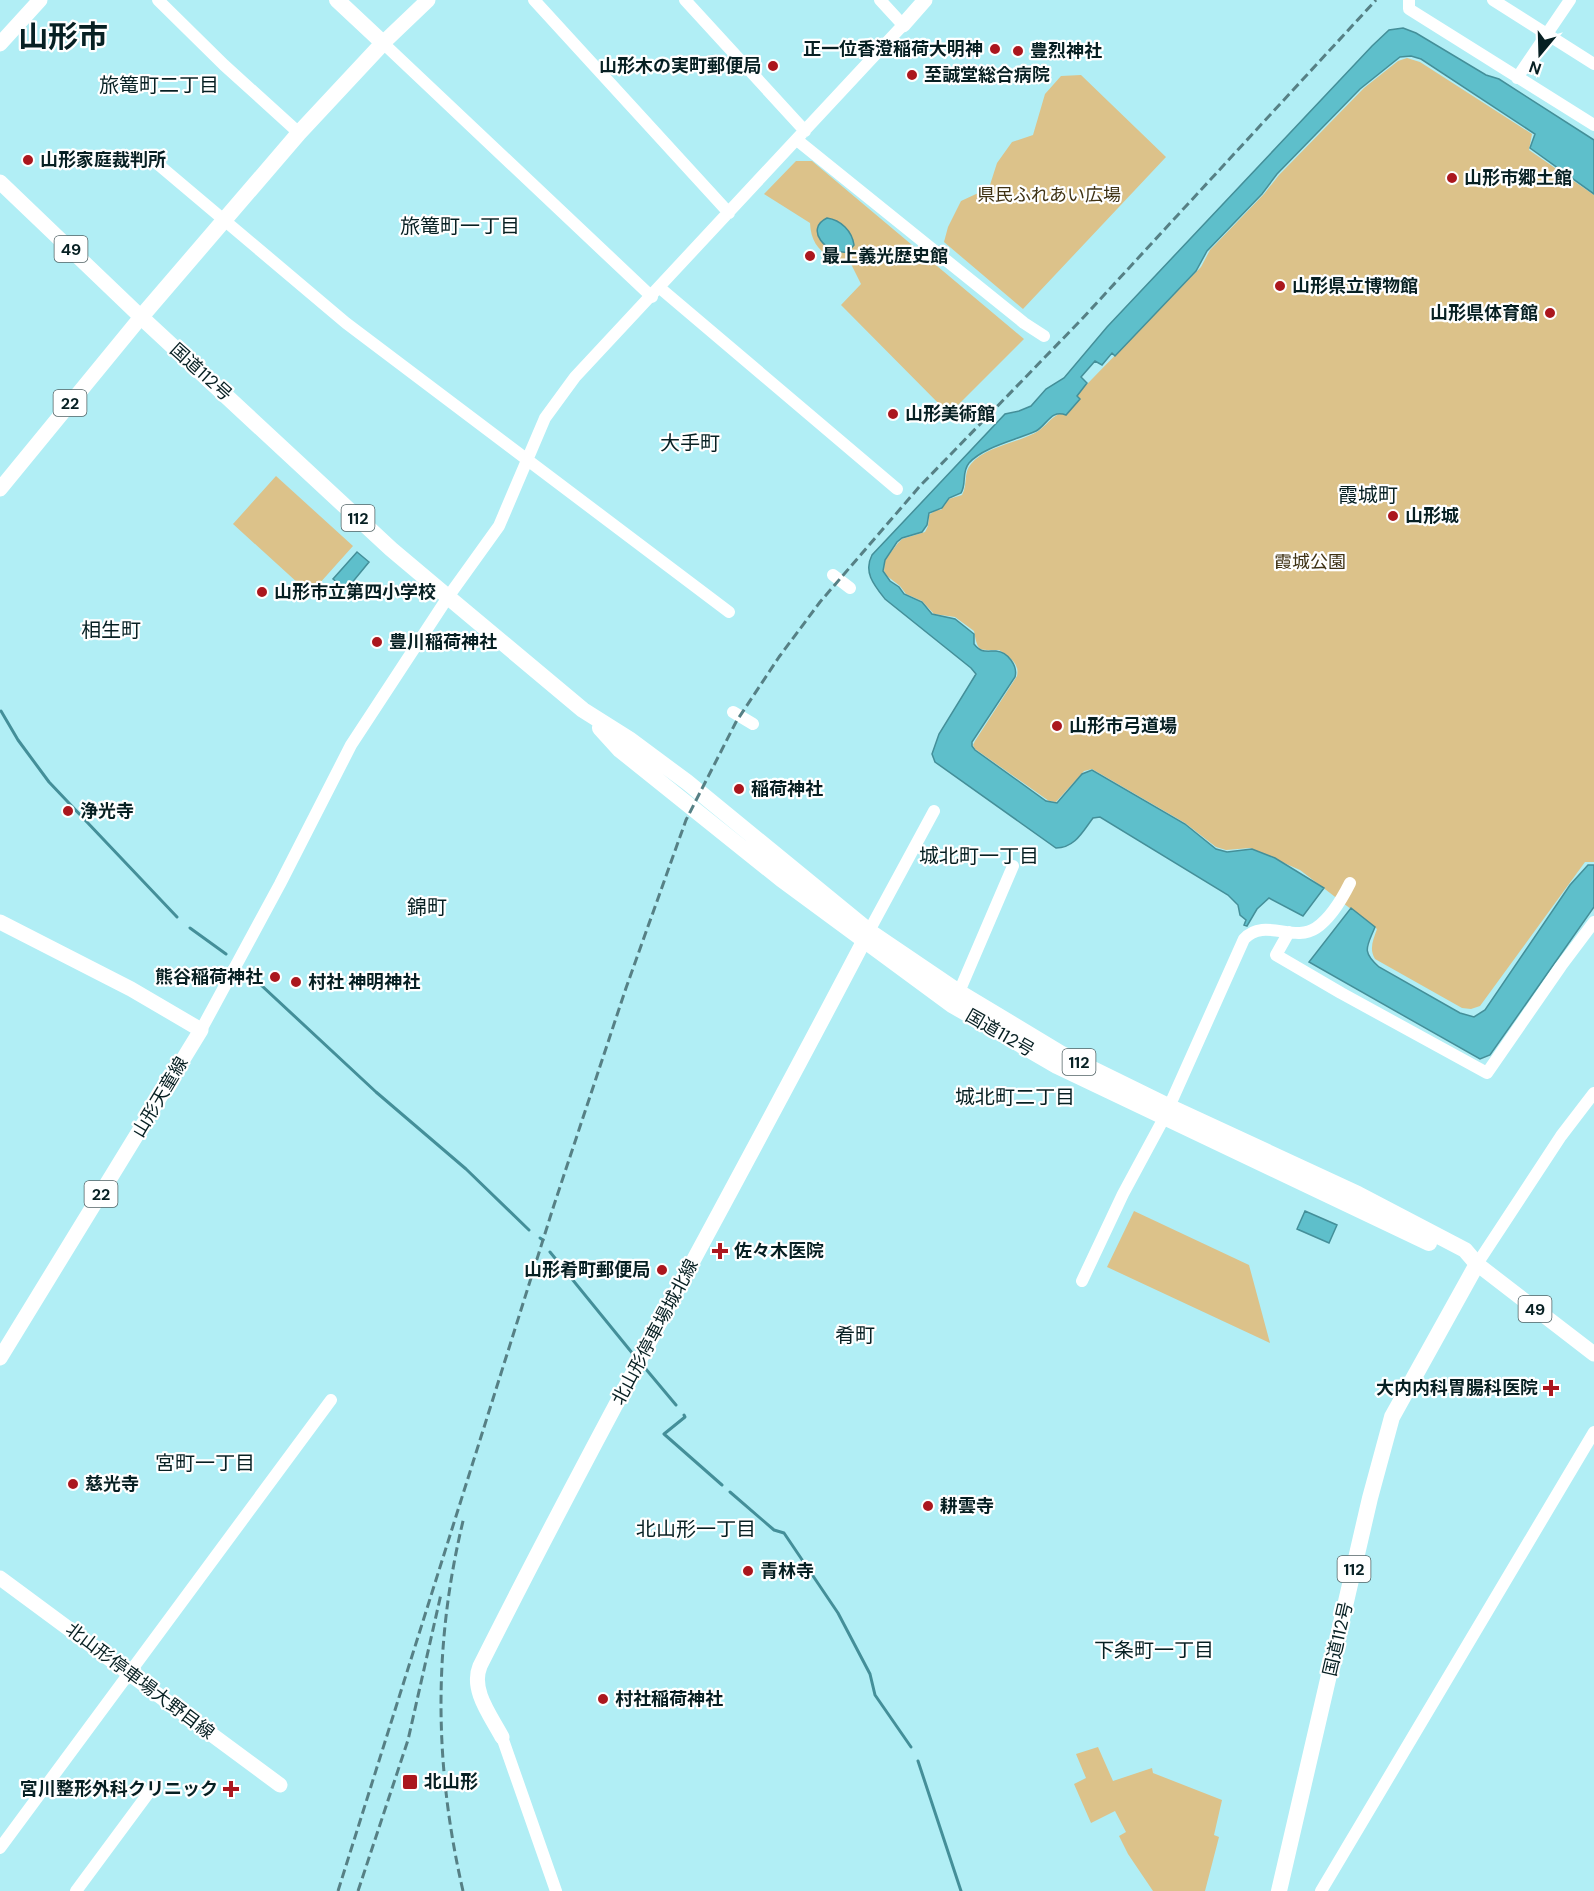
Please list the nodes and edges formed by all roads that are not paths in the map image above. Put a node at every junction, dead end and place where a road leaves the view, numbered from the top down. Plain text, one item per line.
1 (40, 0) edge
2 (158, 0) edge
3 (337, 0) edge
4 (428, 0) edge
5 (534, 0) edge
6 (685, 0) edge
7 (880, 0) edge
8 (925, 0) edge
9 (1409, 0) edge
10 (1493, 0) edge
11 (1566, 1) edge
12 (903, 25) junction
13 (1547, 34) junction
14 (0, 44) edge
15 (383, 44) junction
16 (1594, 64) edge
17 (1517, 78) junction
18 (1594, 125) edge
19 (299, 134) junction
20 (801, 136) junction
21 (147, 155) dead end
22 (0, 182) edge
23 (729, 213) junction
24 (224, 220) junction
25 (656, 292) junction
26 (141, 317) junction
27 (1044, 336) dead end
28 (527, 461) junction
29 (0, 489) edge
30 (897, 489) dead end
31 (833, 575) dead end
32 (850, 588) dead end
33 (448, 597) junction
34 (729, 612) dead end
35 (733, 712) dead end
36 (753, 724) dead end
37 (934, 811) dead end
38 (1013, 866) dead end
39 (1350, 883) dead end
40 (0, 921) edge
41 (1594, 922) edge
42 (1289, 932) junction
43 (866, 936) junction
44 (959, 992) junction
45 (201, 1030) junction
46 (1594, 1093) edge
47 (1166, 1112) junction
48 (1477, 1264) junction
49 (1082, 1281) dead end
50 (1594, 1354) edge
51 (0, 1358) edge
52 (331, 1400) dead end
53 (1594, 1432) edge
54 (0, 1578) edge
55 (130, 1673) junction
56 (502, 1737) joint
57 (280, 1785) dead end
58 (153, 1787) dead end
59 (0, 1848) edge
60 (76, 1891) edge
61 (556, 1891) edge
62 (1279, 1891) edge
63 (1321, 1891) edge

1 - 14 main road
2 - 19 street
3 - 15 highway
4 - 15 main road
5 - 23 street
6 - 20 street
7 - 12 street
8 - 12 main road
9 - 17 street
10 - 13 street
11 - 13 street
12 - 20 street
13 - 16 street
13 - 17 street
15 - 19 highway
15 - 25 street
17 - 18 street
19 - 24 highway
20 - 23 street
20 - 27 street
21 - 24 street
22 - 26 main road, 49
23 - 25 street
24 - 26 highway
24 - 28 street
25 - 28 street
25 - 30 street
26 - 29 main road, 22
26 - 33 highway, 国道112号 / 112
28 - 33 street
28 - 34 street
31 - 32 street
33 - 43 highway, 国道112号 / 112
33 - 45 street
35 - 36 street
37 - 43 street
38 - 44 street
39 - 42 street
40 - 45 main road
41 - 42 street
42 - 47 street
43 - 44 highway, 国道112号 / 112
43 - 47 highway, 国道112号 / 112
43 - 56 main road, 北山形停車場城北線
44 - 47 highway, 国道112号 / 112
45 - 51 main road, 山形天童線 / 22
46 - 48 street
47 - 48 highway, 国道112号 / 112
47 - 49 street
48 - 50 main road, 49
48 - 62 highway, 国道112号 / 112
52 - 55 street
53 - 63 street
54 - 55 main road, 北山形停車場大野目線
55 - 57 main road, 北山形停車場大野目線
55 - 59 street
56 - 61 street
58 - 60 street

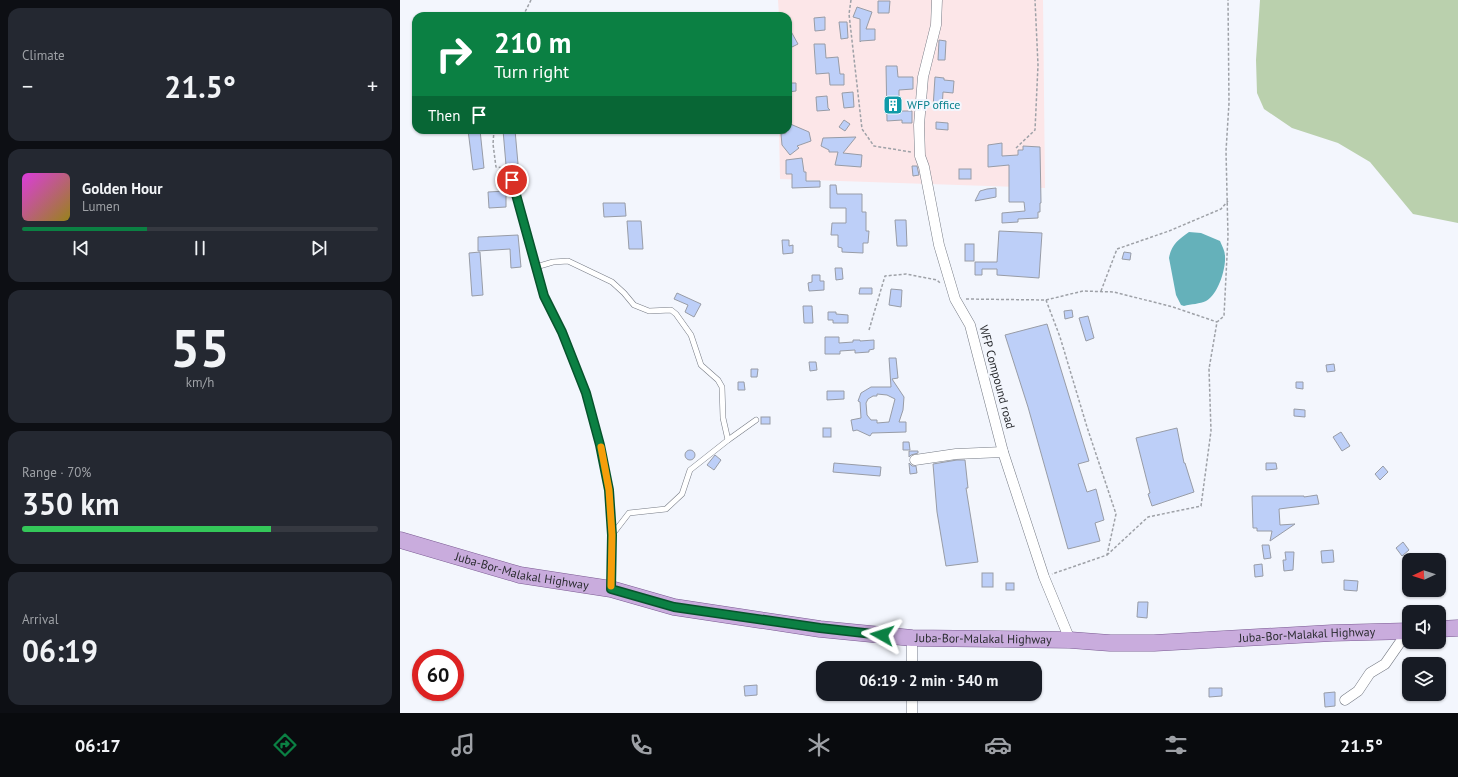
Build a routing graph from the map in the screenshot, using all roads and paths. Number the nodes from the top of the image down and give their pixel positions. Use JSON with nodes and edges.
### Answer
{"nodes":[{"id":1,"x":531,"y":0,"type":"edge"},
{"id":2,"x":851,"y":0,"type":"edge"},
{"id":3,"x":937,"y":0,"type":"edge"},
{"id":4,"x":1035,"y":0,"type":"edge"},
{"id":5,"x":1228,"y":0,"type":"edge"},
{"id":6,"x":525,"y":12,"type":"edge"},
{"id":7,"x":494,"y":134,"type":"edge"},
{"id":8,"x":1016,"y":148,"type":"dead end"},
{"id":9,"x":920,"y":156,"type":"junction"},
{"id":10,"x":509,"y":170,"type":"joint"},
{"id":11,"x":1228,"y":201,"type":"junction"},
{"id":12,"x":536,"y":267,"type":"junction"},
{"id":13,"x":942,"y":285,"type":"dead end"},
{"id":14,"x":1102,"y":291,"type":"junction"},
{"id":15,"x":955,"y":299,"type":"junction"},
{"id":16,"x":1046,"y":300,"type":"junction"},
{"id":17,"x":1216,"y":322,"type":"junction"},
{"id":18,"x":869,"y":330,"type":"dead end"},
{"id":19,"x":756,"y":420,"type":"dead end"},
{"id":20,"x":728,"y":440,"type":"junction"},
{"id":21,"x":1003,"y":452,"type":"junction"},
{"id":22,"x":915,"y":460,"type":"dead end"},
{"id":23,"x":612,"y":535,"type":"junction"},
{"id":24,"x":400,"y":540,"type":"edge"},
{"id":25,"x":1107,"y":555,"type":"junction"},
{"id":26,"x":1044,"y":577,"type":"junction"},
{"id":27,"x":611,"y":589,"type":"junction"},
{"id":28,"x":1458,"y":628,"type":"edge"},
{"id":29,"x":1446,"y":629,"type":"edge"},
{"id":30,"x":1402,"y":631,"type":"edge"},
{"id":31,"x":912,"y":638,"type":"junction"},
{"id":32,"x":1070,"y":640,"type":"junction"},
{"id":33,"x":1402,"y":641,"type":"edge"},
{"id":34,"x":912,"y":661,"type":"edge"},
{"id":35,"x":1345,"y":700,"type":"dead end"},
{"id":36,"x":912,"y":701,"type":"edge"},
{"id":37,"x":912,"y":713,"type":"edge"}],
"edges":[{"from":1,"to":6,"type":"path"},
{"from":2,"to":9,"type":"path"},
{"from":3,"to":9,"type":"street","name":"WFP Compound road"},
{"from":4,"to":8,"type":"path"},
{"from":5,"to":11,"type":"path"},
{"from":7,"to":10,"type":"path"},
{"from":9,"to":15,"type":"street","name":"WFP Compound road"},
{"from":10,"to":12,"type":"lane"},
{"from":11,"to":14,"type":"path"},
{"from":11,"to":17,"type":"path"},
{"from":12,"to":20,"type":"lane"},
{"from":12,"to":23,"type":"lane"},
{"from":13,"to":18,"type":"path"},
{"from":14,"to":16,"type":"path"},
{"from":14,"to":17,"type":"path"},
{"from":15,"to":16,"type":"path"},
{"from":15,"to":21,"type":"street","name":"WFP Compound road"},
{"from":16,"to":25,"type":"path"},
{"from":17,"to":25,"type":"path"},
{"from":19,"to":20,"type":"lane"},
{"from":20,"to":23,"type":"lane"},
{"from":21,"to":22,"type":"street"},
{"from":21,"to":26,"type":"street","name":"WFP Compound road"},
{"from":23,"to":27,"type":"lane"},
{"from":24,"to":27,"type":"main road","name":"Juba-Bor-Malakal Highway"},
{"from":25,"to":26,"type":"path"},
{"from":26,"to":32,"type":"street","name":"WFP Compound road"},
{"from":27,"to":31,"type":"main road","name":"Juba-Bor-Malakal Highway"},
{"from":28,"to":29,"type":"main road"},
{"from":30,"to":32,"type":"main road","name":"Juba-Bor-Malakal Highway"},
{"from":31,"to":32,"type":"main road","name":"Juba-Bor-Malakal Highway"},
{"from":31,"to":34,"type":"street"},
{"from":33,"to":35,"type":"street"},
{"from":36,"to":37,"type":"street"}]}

*AIM OF THE TASK*
For the word "Compound", please count the lines in the data where it appears and respond with the number only.

*REPLY TO THE TASK*
5